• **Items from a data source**
+++
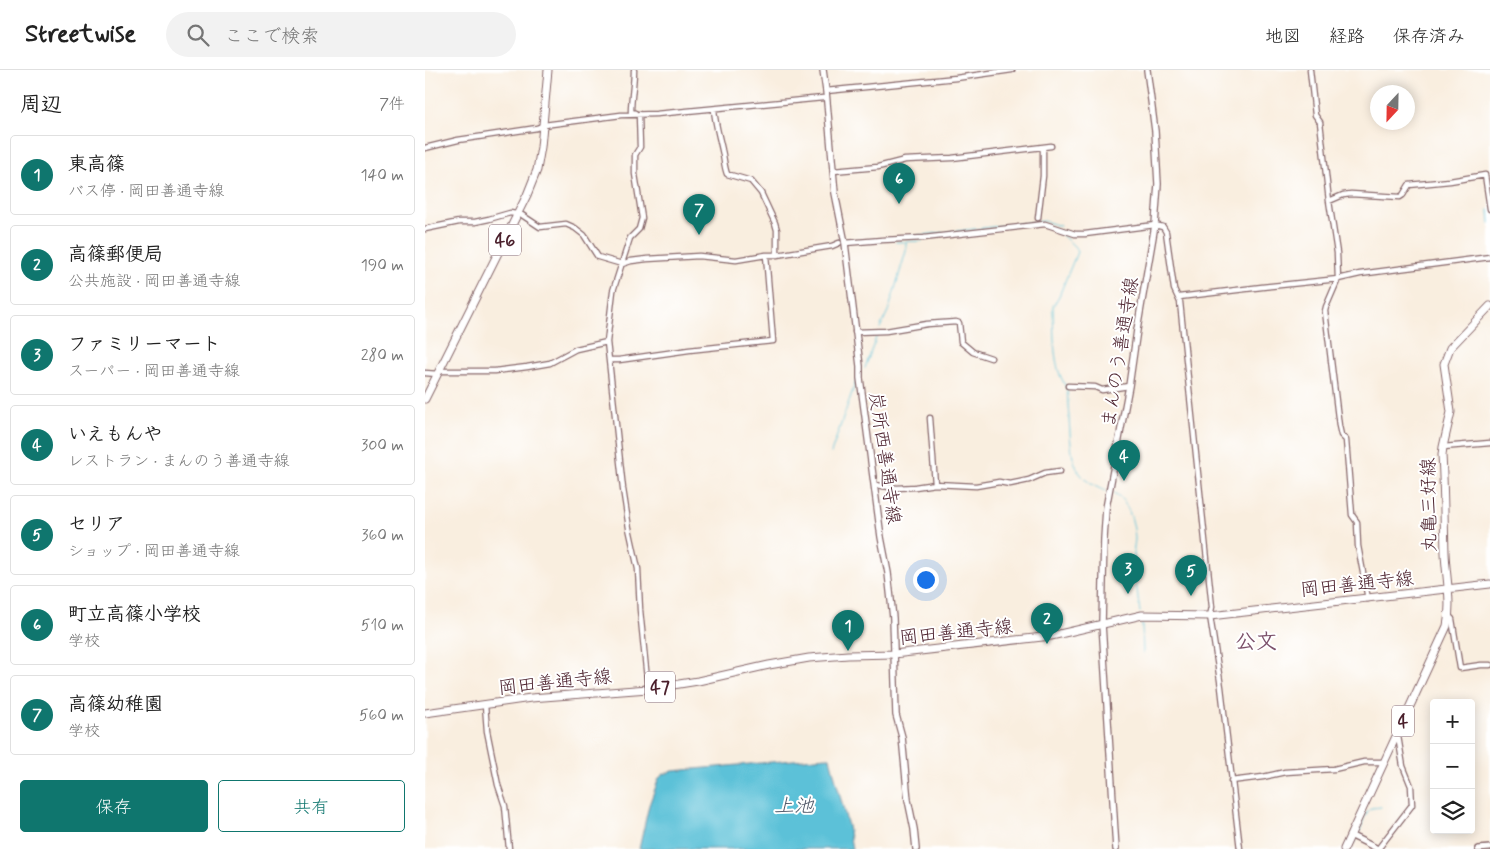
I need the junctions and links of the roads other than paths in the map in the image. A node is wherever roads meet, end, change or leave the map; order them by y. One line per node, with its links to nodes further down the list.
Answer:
1 (548, 70): 11 (main road, 46)
2 (634, 70): 10 (street)
3 (823, 70): 7 (main road, 炭所西善通寺線)
4 (1011, 70): 7 (street)
5 (1147, 70): 20 (main road, まんのう善通寺線)
6 (1310, 70): 16 (street)
7 (826, 91): 15 (main road, 炭所西善通寺線)
8 (823, 98): 9 (street)
9 (714, 109): 10 (street); 24 (street)
10 (639, 114): 11 (street); 26 (street)
11 (544, 125): 14 (street); 18 (main road, 46)
12 (1051, 146): 13 (street)
13 (1043, 147): 15 (street); 19 (street)
14 (425, 148)
15 (833, 171): 22 (main road, 炭所西善通寺線)
16 (1329, 201): 17 (street); 27 (street)
17 (1490, 209)
18 (518, 214): 21 (street); 26 (street); 35 (main road, 46)
19 (1038, 218)
20 (1155, 225): 22 (street); 28 (street); 37 (main road, まんのう善通寺線)
21 (425, 229)
22 (842, 243): 24 (street); 30 (main road, 炭所西善通寺線)
23 (766, 255): 24 (street); 26 (street); 33 (street)
24 (777, 255)
25 (1490, 257): 27 (street)
26 (622, 264): 31 (street)
27 (1338, 280): 28 (street); 47 (street)
28 (1179, 297): 48 (street)
29 (1490, 306): 41 (main road, 丸亀三好線 / 4)
30 (855, 332): 32 (street); 44 (main road, 炭所西善通寺線)
31 (607, 342): 33 (street); 35 (street)
32 (991, 358)
33 (609, 360): 53 (street)
34 (425, 373): 35 (street)
35 (438, 373): 38 (main road, 46)
36 (1067, 386): 37 (street)
37 (1129, 386): 50 (main road, まんのう善通寺線)
38 (425, 399)
39 (930, 418): 43 (street)
40 (1490, 442): 41 (street)
41 (1443, 447): 46 (main road, 丸亀三好線 / 4)
42 (1060, 471): 43 (street)
43 (935, 484): 44 (street)
44 (875, 485): 51 (main road, 炭所西善通寺線)
45 (1490, 584): 46 (main road, 岡田善通寺線 / 47)
46 (1448, 590): 47 (main road, 岡田善通寺線 / 47); 49 (main road, 丸亀三好線 / 4)
47 (1368, 598): 48 (main road, 岡田善通寺線 / 47)
48 (1210, 616): 50 (main road, 岡田善通寺線 / 47); 58 (street)
49 (1449, 616): 52 (street); 56 (main road, 丸亀三好線 / 4)
50 (1103, 624): 51 (main road, 岡田善通寺線 / 47); 63 (main road, まんのう善通寺線)
51 (894, 654): 53 (main road, 岡田善通寺線 / 47); 62 (main road, 炭所西善通寺線)
52 (1490, 665)
53 (648, 689): 54 (main road, 岡田善通寺線 / 47)
54 (485, 705): 55 (main road, 岡田善通寺線 / 47); 61 (street)
55 (425, 713)
56 (1397, 734): 57 (main road, 丸亀三好線 / 4); 66 (street)
57 (1384, 762): 58 (street); 59 (main road, 丸亀三好線 / 4)
58 (1231, 781): 64 (street)
59 (1352, 836): 65 (main road, 丸亀三好線 / 4); 66 (street)
60 (1490, 848): 67 (street)
61 (509, 849)
62 (916, 849)
63 (1116, 849)
64 (1239, 849)
65 (1344, 849)
66 (1378, 849)
67 (1478, 849)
+++
• **Try it**
Counting the lines above that hold "まんのう善通寺線", reply with the number and no other words.

• **Response for this exercise**
4